# [What you need to do]
Look through the entries below and report every line that has "Gould".

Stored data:
───

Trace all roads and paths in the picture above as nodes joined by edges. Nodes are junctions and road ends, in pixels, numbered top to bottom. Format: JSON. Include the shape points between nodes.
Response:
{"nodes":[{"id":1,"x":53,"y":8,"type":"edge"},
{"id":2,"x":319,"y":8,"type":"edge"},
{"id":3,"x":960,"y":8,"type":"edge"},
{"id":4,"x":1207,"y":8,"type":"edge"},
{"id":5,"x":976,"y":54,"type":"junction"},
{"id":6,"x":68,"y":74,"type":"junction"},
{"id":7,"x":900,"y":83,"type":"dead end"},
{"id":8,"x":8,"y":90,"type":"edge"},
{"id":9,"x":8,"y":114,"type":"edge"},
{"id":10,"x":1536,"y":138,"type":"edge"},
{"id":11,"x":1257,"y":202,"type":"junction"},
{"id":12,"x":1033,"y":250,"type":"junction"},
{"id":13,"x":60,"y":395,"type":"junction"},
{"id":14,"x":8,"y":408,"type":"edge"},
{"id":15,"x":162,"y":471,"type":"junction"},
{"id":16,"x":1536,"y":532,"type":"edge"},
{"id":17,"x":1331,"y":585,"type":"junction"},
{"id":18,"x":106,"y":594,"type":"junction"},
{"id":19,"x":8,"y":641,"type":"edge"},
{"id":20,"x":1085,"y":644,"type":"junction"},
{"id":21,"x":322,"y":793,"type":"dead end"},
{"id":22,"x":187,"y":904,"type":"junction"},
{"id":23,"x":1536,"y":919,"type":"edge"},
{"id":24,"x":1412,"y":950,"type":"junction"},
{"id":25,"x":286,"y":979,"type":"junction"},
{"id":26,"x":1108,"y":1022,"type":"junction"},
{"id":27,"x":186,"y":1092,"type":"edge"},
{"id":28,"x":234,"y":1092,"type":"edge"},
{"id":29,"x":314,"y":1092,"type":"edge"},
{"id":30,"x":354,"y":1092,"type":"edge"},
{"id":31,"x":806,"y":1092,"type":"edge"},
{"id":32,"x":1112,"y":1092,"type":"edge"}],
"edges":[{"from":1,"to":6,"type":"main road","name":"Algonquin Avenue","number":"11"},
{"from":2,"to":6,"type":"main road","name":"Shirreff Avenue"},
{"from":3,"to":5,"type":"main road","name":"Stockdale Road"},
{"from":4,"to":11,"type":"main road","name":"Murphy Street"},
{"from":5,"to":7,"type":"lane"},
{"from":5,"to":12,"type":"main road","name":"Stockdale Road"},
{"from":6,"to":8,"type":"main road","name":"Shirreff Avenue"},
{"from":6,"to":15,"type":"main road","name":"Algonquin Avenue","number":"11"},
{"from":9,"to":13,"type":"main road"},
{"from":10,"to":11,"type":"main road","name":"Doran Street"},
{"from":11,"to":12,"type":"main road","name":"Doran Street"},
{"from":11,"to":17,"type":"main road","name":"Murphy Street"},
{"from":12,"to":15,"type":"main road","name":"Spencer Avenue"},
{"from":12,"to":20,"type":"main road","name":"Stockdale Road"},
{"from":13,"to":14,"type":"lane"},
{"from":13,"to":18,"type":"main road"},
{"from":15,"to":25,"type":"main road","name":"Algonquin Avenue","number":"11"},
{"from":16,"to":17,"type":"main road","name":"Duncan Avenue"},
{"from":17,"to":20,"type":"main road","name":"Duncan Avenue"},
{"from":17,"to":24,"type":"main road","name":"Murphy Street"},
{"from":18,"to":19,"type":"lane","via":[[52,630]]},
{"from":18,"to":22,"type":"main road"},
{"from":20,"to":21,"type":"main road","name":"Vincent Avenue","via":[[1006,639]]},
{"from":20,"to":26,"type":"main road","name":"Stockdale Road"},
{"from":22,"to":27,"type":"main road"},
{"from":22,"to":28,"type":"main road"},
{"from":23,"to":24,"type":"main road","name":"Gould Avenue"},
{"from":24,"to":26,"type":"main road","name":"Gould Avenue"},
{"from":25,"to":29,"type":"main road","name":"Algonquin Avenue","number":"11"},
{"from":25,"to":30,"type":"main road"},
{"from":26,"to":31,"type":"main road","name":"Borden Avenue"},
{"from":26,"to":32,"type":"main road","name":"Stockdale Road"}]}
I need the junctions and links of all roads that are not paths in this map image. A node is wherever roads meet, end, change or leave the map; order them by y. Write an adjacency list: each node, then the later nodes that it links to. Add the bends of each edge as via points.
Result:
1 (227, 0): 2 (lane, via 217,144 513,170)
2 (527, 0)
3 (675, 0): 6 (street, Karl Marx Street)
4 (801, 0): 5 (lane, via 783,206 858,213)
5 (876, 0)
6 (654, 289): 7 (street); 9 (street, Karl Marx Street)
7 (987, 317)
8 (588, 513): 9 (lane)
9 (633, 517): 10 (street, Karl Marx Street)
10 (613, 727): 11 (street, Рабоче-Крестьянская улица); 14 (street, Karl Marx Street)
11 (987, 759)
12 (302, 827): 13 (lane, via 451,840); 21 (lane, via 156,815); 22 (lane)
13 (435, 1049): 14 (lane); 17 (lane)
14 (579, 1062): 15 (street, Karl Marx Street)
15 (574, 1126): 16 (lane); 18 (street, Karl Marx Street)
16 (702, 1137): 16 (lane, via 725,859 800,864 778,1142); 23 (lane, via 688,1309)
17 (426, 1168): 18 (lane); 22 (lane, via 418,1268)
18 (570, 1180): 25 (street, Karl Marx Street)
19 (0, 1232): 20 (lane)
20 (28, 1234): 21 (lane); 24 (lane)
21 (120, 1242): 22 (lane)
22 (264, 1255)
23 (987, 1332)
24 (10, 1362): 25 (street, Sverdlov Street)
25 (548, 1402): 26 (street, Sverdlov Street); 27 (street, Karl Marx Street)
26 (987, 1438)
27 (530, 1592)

───

# [Result for this task]
{"from":23,"to":24,"type":"main road","name":"Gould Avenue"},
{"from":24,"to":26,"type":"main road","name":"Gould Avenue"},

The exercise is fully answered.